December 2023 Newsletter
10 Critical Factors for Successfully Selling Your Business
Selling your business entails a strategic process enabling you to realize an optimal and successful exit. Your business is likely your most valued asset in terms of dollars and your retirement. With valuations remaining high, and very unlikely to last through a potential upcoming 2024 recession, this is a tremendous time to sell your company.
Securing the proper advice on the sale process, including maximizing your offer price and terms, and getting the deal done are critical. The sale process is comprised of hundreds of small and intricate steps. Your M&A (mergers & acquisitions) advisor should work closely with you and manage the entire sale process.
With over 70 years of combined experience in mergers and acquisitions, CEO Advisor, Inc. provides both buy-side and sell-side M&A services.
Here are 10 critical points if you are considering selling your business in the near future:
1. Business Valuation
Understand what the realistic value of your business is today and the varying ways a deal can get done. Make sure you understand the key components of an offer (non-binding Letter of Intent). Both buyer and seller need to agree on exactly how the offer is made up (cash at closing, asset vs. stock sale, price, terms, seller compensation, earn out, etc.). Your M&A advisor should inform and educate you on valuations, comparables and valuation methods and work to secure the Letter of Intent (LOI) and negotiate the price and terms.
2. Focus on the Value to the Buyer
Potential buyers don't care how much it cost you to develop your products and services, or how much your investors have invested, or how much you need to retire, or how much you think your business is worth. Buyers look at the potential ROI (Return on Investment) in your company based on some reasonable valuation methodology or multiple of sales and/or EBITDA (Earnings Before Interest, Taxes, Depreciation and Amortization). CEO Advisor, Inc. plays a key role as your M&A advisor to prepare and present value to buyers and optimize your sale.
3. Understand Valuation Methods
The most common valuation method in a sale is an EBITDA multiple for the trailing twelve months. EBITDA multiple is the standard for privately-held companies similar to PE multiples are to a business valuation metric for publicly-traded companies.

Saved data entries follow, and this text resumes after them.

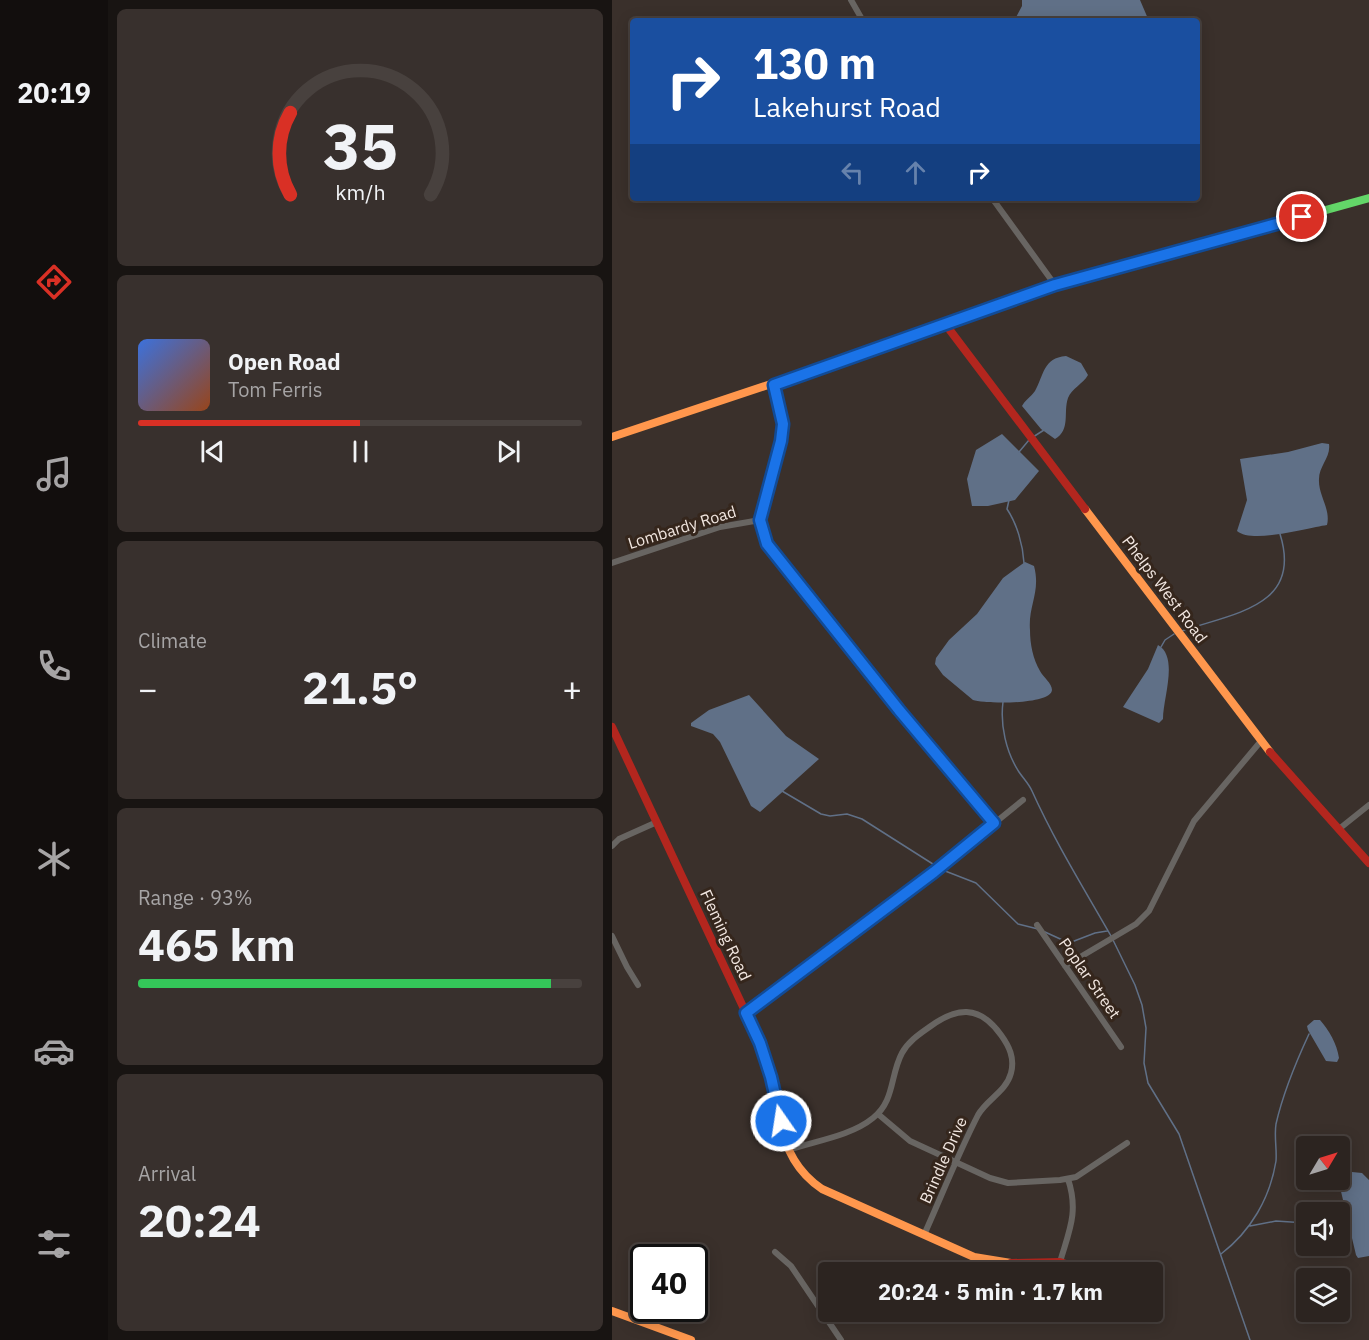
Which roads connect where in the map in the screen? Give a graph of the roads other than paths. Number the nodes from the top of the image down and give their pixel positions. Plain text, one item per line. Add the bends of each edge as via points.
1 (851, 0) edge
2 (861, 18) edge
3 (1369, 198) edge
4 (994, 201) edge
5 (1055, 285) junction
6 (946, 325) junction
7 (774, 385) junction
8 (612, 437) edge
9 (760, 520) junction
10 (612, 563) edge
11 (612, 727) edge
12 (1261, 741) junction
13 (1023, 800) dead end
14 (1369, 805) edge
15 (657, 822) junction
16 (994, 823) junction
17 (1339, 829) junction
18 (612, 846) edge
19 (1369, 863) edge
20 (1037, 926) dead end
21 (612, 936) edge
22 (1065, 966) junction
23 (639, 985) dead end
24 (746, 1013) junction
25 (1121, 1047) dead end
26 (878, 1114) junction
27 (1127, 1143) dead end
28 (789, 1150) junction
29 (957, 1162) junction
30 (1068, 1179) junction
31 (924, 1235) junction
32 (775, 1252) dead end
33 (1006, 1262) edge
34 (1060, 1262) edge
35 (612, 1311) edge
36 (691, 1340) edge
37 (841, 1340) edge

1 - 2 street
3 - 5 street
4 - 5 street
5 - 6 street
6 - 7 street
6 - 12 street, Phelps West Road
7 - 8 street
7 - 9 street via 783,424
9 - 10 street, Lombardy Road via 720,526
9 - 16 street via 767,544 778,559
11 - 15 street, Fleming Road
12 - 17 street, Phelps West Road
12 - 22 street via 1194,820 1149,911 1136,924
13 - 16 street
14 - 17 street
15 - 18 street
15 - 24 street, Fleming Road
16 - 24 street
17 - 19 street, Phelps West Road
20 - 22 street, Poplar Street
21 - 23 street
22 - 25 street, Poplar Street
24 - 28 street, Fleming Road via 771,1077
26 - 28 street via 855,1128
26 - 29 street via 903,1137
26 - 29 street, Brindle Drive via 889,1097 903,1052 915,1038 943,1017 957,1012 985,1018 1007,1044 1012,1057 1011,1073 1003,1088 982,1109
27 - 30 street via 1083,1174
28 - 31 street, Fleming Road via 801,1173 815,1185
29 - 30 street via 1008,1183
29 - 31 street, Brindle Drive
30 - 34 street via 1074,1213
31 - 33 street, Fleming Road via 983,1259
32 - 37 street via 791,1266
35 - 36 street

There are additional valuation methods such as Revenue multiples for unprofitable companies, discounted cash flows and others, as well. No matter your type of industry, size of your market, rate of growth, uniqueness of product or service, technology or intellectual property, barriers to entry or patents, gross margins, management team and other factors, the industry benchmark for the valuation of your business is a multiple of EBITDA.
Your M&A advisor is responsible for preparing your company for sale, finding and securing a buyer, negotiating the price and terms, completing the Due Diligence process, working with your corporate/transaction attorney and completing the legal documents, and getting the transaction done. These steps are critical and take a lot of time and expertise, and your M&A advisor will work with you hands-on every step of the way.

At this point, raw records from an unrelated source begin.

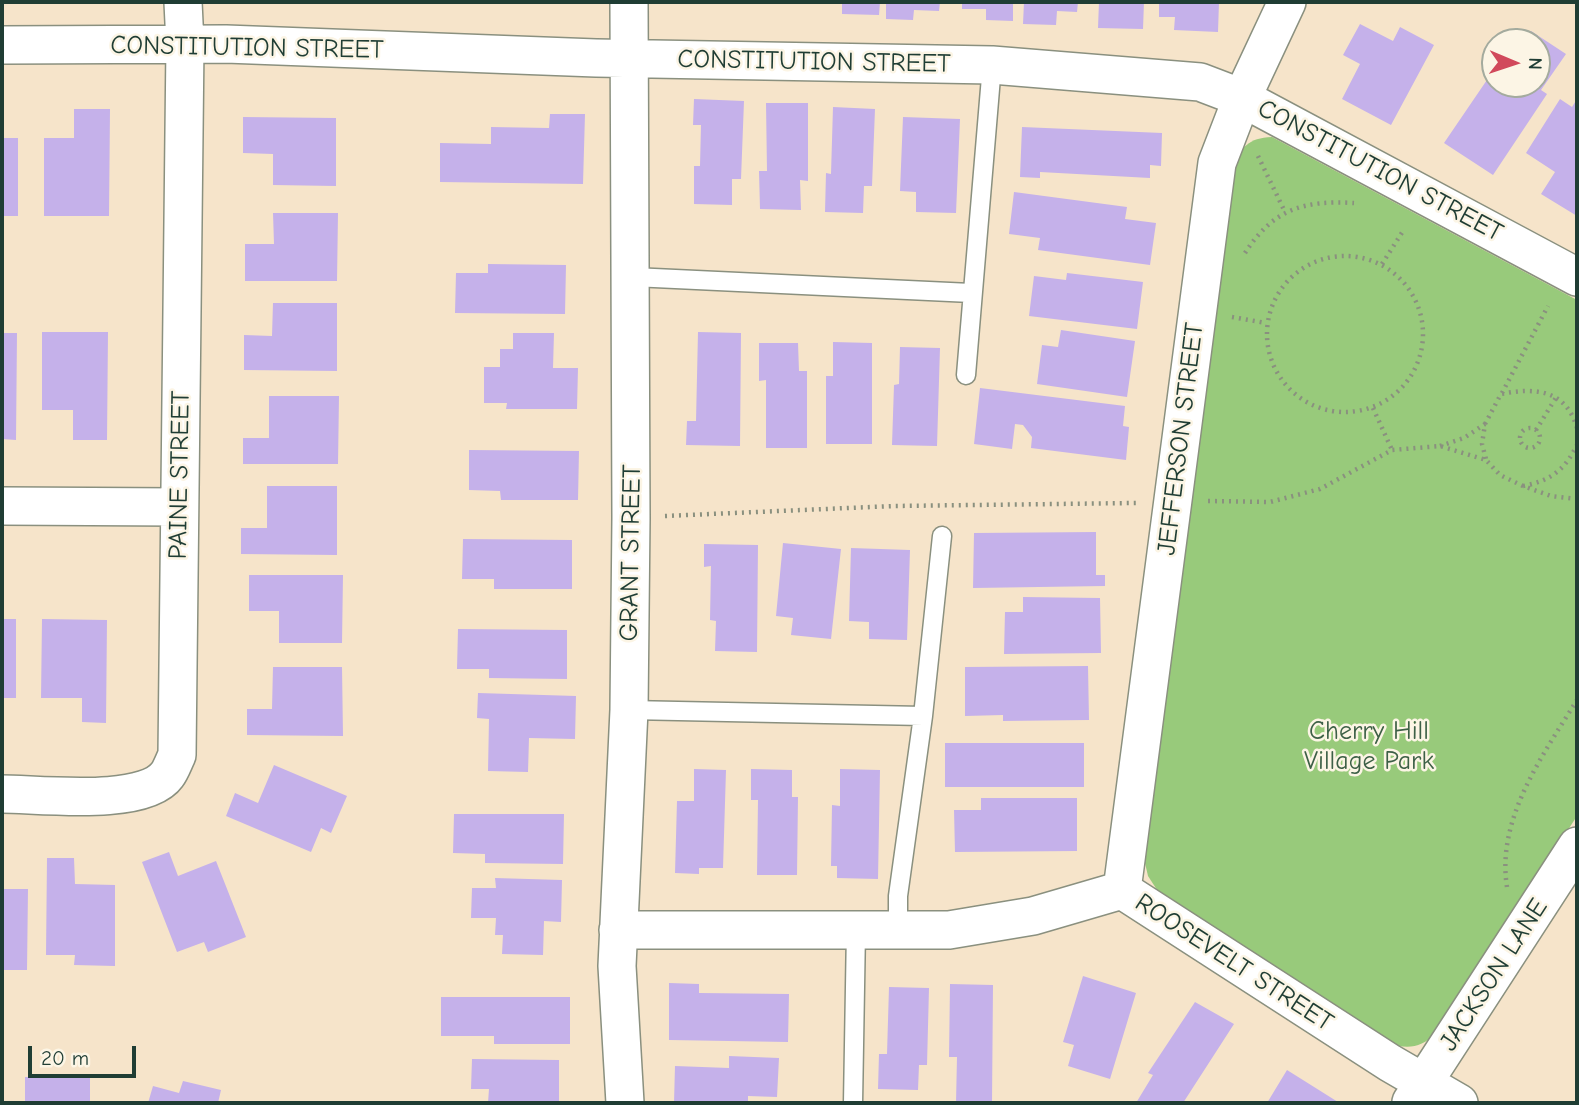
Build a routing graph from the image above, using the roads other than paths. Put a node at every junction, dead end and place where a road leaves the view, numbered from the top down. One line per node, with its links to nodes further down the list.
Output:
1 (183, 2): 4 (street, PAINE STREET)
2 (629, 2): 6 (street, GRANT STREET)
3 (1287, 2): 8 (street, JEFFERSON STREET)
4 (185, 44): 5 (street, CONSTITUTION STREET); 6 (street, CONSTITUTION STREET); 14 (street, PAINE STREET)
5 (2, 45)
6 (629, 57): 7 (street, CONSTITUTION STREET); 9 (street, GRANT STREET)
7 (992, 65): 8 (street, CONSTITUTION STREET); 11 (lane)
8 (1242, 98): 10 (street, CONSTITUTION STREET); 20 (street, JEFFERSON STREET)
9 (633, 277): 11 (lane); 16 (street, GRANT STREET)
10 (1577, 277)
11 (971, 293): 12 (lane)
12 (966, 375)
13 (2, 506): 14 (street)
14 (179, 507): 18 (street, PAINE STREET)
15 (942, 536): 17 (lane)
16 (629, 710): 17 (lane); 23 (street, GRANT STREET)
17 (923, 716): 22 (lane)
18 (2, 794)
19 (1577, 846): 24 (street, JACKSON LANE)
20 (1122, 890): 22 (street, ROOSEVELT STREET); 24 (street, ROOSEVELT STREET)
21 (856, 929): 22 (street, ROOSEVELT STREET); 23 (street, ROOSEVELT STREET); 26 (lane)
22 (898, 929)
23 (618, 930): 25 (street, GRANT STREET)
24 (1417, 1093): 27 (street, ROOSEVELT STREET)
25 (625, 1103)
26 (853, 1103)
27 (1459, 1103)

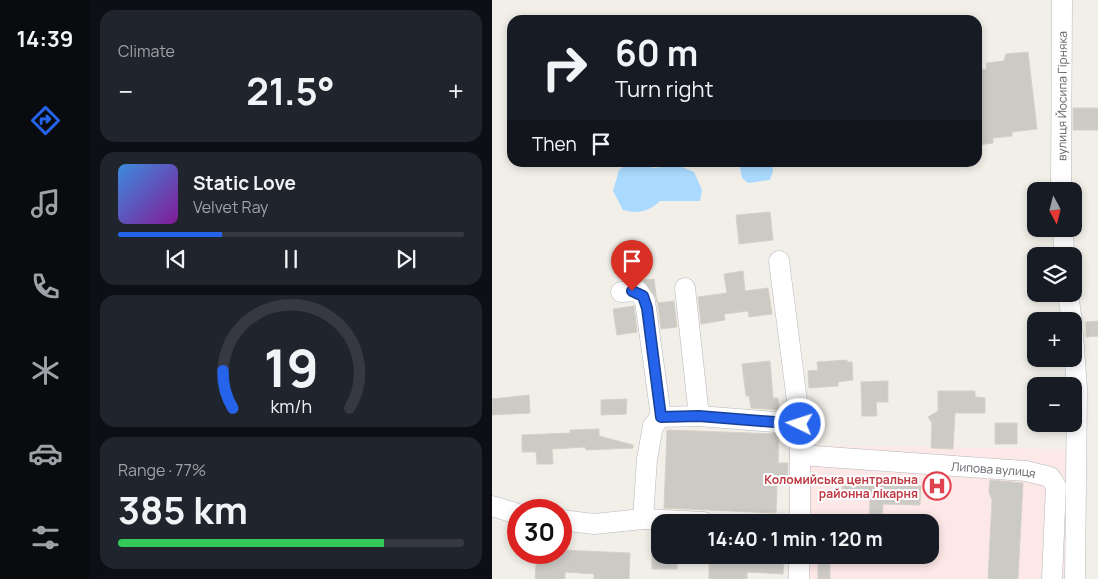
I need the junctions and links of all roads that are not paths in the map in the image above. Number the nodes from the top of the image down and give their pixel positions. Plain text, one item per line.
1 (1062, 0) edge
2 (1061, 182) edge
3 (779, 261) dead end
4 (685, 288) dead end
5 (621, 292) dead end
6 (1075, 367) edge
7 (699, 416) junction
8 (661, 417) junction
9 (800, 424) junction
10 (800, 455) junction
11 (1055, 482) junction
12 (1076, 482) junction
13 (492, 506) edge
14 (507, 511) edge
15 (800, 514) edge
16 (643, 519) junction
17 (651, 519) edge
18 (572, 521) edge
19 (799, 564) edge
20 (799, 579) edge
21 (1052, 579) edge
22 (1075, 579) edge

1 - 2 street, вулиця Йосипа Гірняка
3 - 9 street
4 - 7 street
5 - 8 street
6 - 12 street
7 - 8 street
7 - 9 street
8 - 16 street
9 - 10 street
10 - 11 street, Липова вулиця
10 - 15 street
11 - 12 street
11 - 21 street
12 - 22 street
13 - 14 street
16 - 17 street
16 - 18 street
19 - 20 street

4. Get to the Offer Stage Quickly
Whether buying or selling a business, a well drafted offer letter in the form of a non-binding Letter of Intent (LOI) is critical. It's in no one's interest to put a huge amount of effort and resources into a business sale before both parties can agree on an offer that represents a good probability of closing. Negotiate the offer in reasonable terms and do not "spook" the buyer with misaligned statements or demands. An M&A advisor is critical in this role of providing information requested by prospective buyers, gaining commitment from buyers and securing a written offer.
5. Create a Win-Win Situation
Buyers have experience in making acquisitions in their space and are very knowledgeable in business valuation metrics. One of the most important roles of a mergers and acquisitions advisor is to devise a transaction value and terms to negotiate the Letter of Intent in a way that works for both parties. As a third-party M&A advisor, CEO Advisor, Inc. advises on alternatives to consider in order to create a win-win situation.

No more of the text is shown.